The government has approved around £330 million to cover the cost of implementing post-area review changes so far.

The figure, which amounts to 45 per cent of the £726 million on offer, was revealed in the latest Education and Skills Funding Agency progress report on the restructuring facility, which closed last month.

Although it is less than half of what is on offer, the final figure is expected to increase as last minute applications are signed off.

Up to 21 colleges have been approved to receive compensatory VAT funding

But it is likely that hundreds of millions from the fund will go unused.

Today’s announcement said that 76 applications have been received. A total of 30 of them were made from 31 sixth form colleges “expressing plans to convert to academy status”, but the “majority have not been allocated any funding to support this conversion”.

The ESFA received 46 applications to support restructuring within the college sector, but only 23 “have been approved to date”.

“From the restructuring facility, up to 21 colleges have been approved to receive compensatory VAT funding if the liability arises and funding has been provided for transition grants,” today’s update said.

It added: “The total allocation of restructuring facility funding is approximately £330 million. Total spend so far is approximately £226 million.”

Case summaries of providers that agreed restructuring funding prior to December 31, 2017, were also published today. You can find out who these are here.  Today’s announcement doesn’t however give details of which colleges have since received cash nor how much.

The restructuring facility, administered by the ESFA’s transaction unit, was designed to help colleges implement area review changes but has increasingly being used to support colleges in dire financial straits.

The application deadline was September 28 – although colleges will have until March next year to spend the cash.

In an updated guidance document for applying to the restructuring facility, the ESFA said last month that in order to ensure the “objectives of the programme can be best realised by March 2019 it is important that we prioritise funding to support those colleges and proposals that provide the greatest contribution to the restructuring facility objectives”.

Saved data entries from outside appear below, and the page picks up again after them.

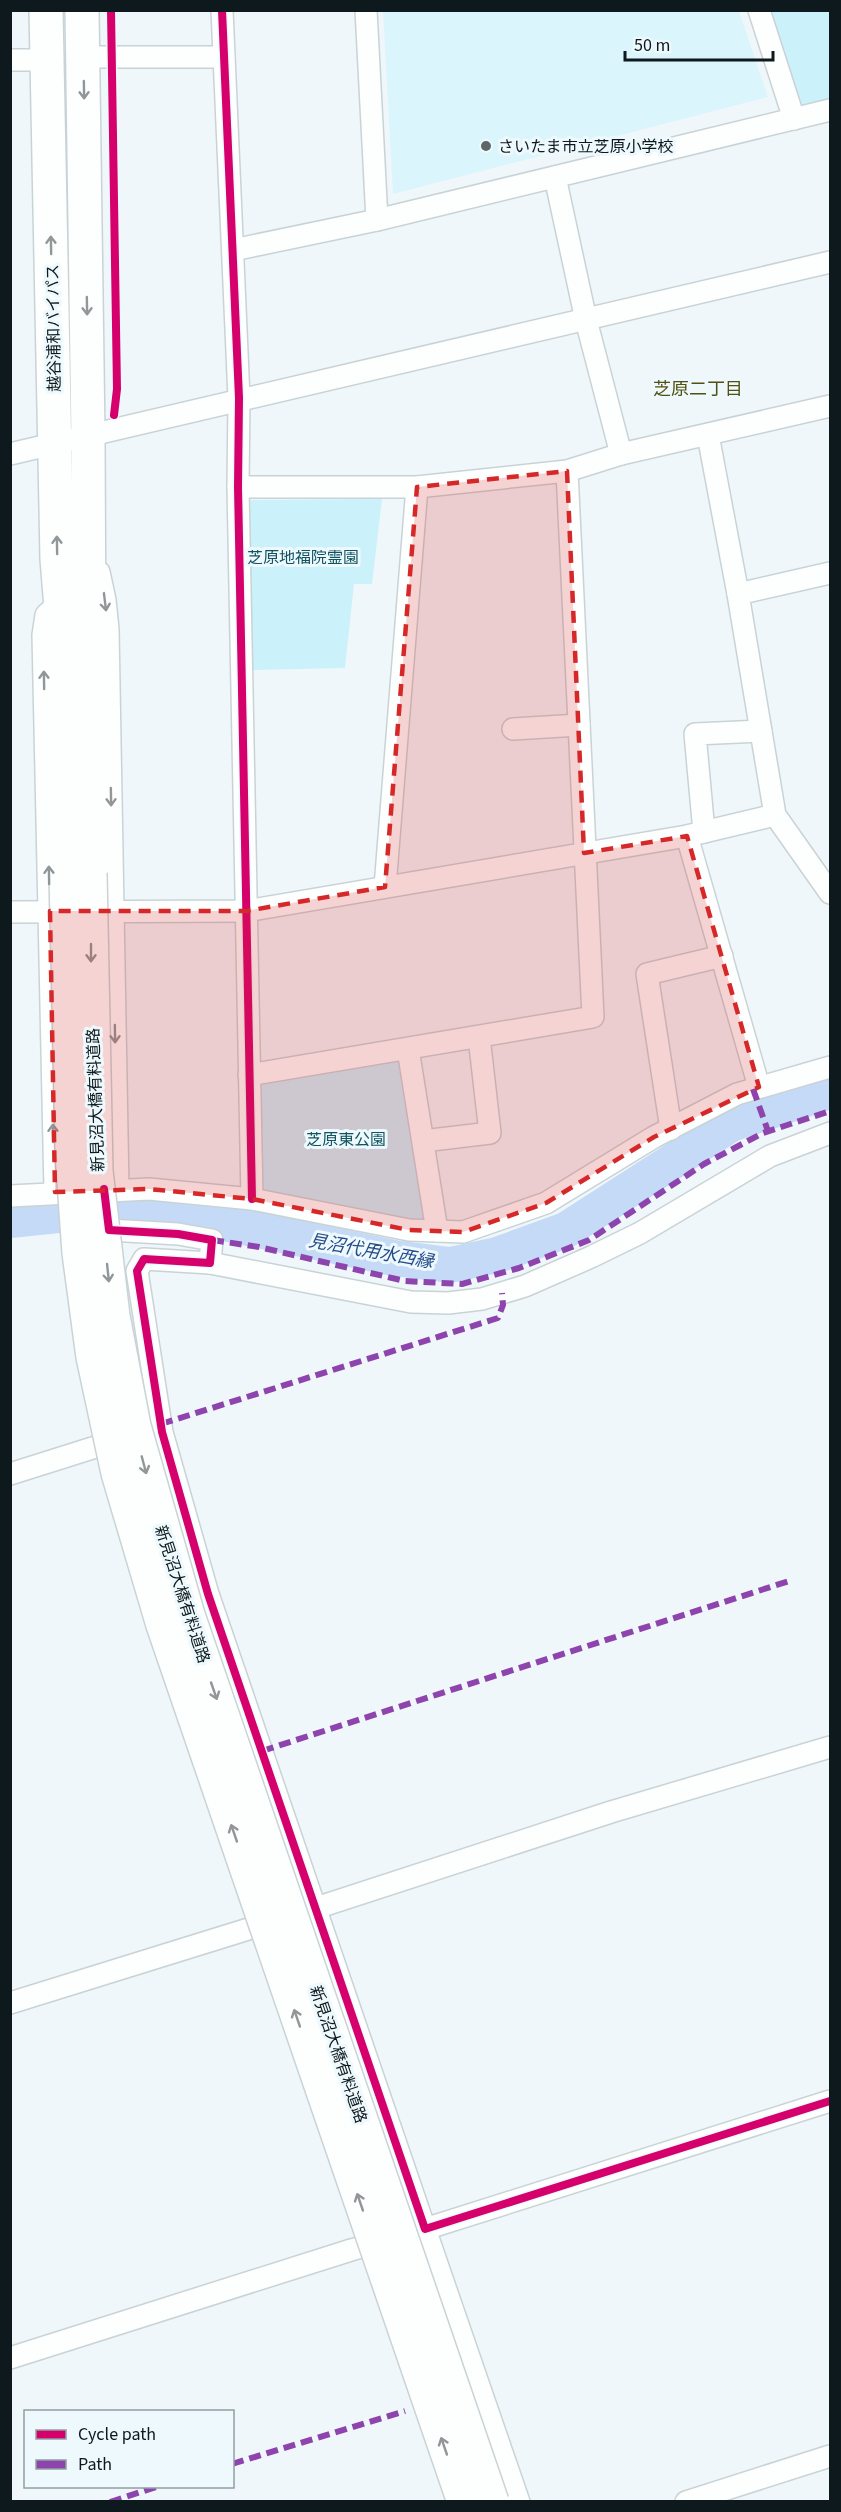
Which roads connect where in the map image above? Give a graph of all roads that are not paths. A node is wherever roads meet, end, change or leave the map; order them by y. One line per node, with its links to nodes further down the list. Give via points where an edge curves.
1 (46, 10): 9 (highway, 越谷浦和バイパス)
2 (82, 10): 6 (highway, 越谷浦和バイパス)
3 (222, 10): 7 (street)
4 (366, 10): 13 (street)
5 (759, 10): 11 (street)
6 (84, 57): 7 (street); 19 (highway, 越谷浦和バイパス, one-way to 19)
7 (224, 57): 14 (street)
8 (10, 60): 9 (street)
9 (47, 60): 21 (highway, 越谷浦和バイパス, one-way to 9)
10 (831, 111): 11 (street)
11 (794, 119): 12 (street)
12 (555, 177): 13 (street); 16 (street)
13 (377, 220): 14 (street)
14 (233, 250): 17 (street)
15 (831, 262): 16 (street)
16 (586, 320): 17 (street); 23 (street)
17 (239, 398): 19 (street); 25 (street)
18 (831, 406): 20 (street)
19 (88, 435): 21 (street); 27 (highway, 越谷浦和バイパス)
20 (708, 435): 23 (street); 29 (street)
21 (54, 443): 22 (street); 30 (highway, 越谷浦和バイパス, one-way to 21)
22 (10, 454)
23 (621, 454): 24 (street)
24 (567, 471): 26 (street); 32 (street)
25 (238, 487): 26 (street); 42 (street)
26 (417, 487): 39 (street)
27 (89, 546): 31 (highway, 越谷浦和バイパス); 41 (street, one-way to 41, via 102,580 108,629)
28 (831, 573): 29 (street)
29 (738, 594): 34 (street)
30 (61, 602): 31 (highway, 越谷浦和バイパス); 43 (street, one-way to 30, via 43,635 46,615)
31 (76, 645): 38 (highway, 新見沼大橋有料道路)
32 (579, 725): 33 (street); 37 (street)
33 (513, 729)
34 (761, 731): 35 (street); 36 (street, via 695,734)
35 (775, 815): 36 (street); 40 (street)
36 (696, 834): 37 (street); 45 (street)
37 (584, 853): 39 (street); 46 (street, via 593,1017)
38 (78, 874): 69 (highway, 新見沼大橋有料道路, one-way to 38, bridge, via 167,1636 118,1473 89,1334 79,1253 72,1143); 70 (highway, 新見沼大橋有料道路, one-way to 70, bridge, via 96,1171 113,1316 134,1426 188,1615)
39 (385, 887): 42 (street)
40 (831, 893)
41 (113, 910): 42 (street); 43 (street); 54 (street, one-way to 54)
42 (246, 910): 49 (street)
43 (50, 911): 44 (street); 55 (street, one-way to 43)
44 (10, 912)
45 (722, 956): 50 (street); 51 (street, via 647,974)
46 (479, 1036): 47 (street); 53 (street, via 490,1132)
47 (408, 1049): 49 (street); 53 (street)
48 (831, 1067): 50 (street)
49 (249, 1075): 57 (street)
50 (759, 1087): 51 (street, via 737,1094)
51 (671, 1129): 58 (street, via 546,1203 463,1232)
52 (831, 1133): 59 (street, via 770,1156 640,1233 591,1257 525,1286 482,1299 411,1302)
53 (423, 1141): 58 (street)
54 (111, 1190): 55 (street); 57 (street, via 149,1189); 59 (street, via 109,1230 212,1240)
55 (55, 1192): 56 (street)
56 (10, 1196)
57 (252, 1199): 58 (street, via 409,1230)
58 (436, 1231)
59 (210, 1263): 60 (street, via 144,1259 139,1264 139,1297)
60 (161, 1424): 61 (street); 63 (street, via 208,1594)
61 (10, 1474)
62 (831, 1746): 63 (street, via 611,1812)
63 (316, 1908): 64 (street); 66 (street)
64 (10, 2003)
65 (831, 2101): 66 (street)
66 (425, 2229): 67 (street); 71 (street)
67 (10, 2358)
68 (831, 2456): 72 (street)
69 (464, 2502)
70 (492, 2502)
71 (519, 2502)
72 (686, 2502)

“We are unlikely to be able to support all requests for funding,” it added.

“This might be because: the nature and type of funding required cannot be spent by March 2019; or the deal would need to be structured in a way that falls outside of the scope of available resources; or the proposal does not offer sufficient value for money.”

FE Week has previously reported on a number of colleges in dire straits that have received multimillion-pound handouts from the fund.

We are unlikely to be able to support all requests for funding

These include Hull College, which reportedly received £54 million from the fund earlier this year.

And include Lambeth College, which was expecting £25 million to pay off its exceptional financial support and bank loans, according to its 2016/17 accounts.

Despite these example, skills minister Anne Milton denied that the cash is being used as a bailout fund.

“This funding is not about propping up failing colleges,” she told FE Week in April. “Funding from the restructuring facility is only available after a rigorous assessment to help implement changes which will result in sustainable, effective institutions.”

The last update about the restructuring facility was released in April and showed that at that time over £300 million had been approved for 19 “significant” applications.

When the restructuring facility was first announced in 2016, the then-skills minister Nick Boles told colleges they would be “basically on your own” once the fund had been used up, without the “same level of ad hoc support” they had previously had access to.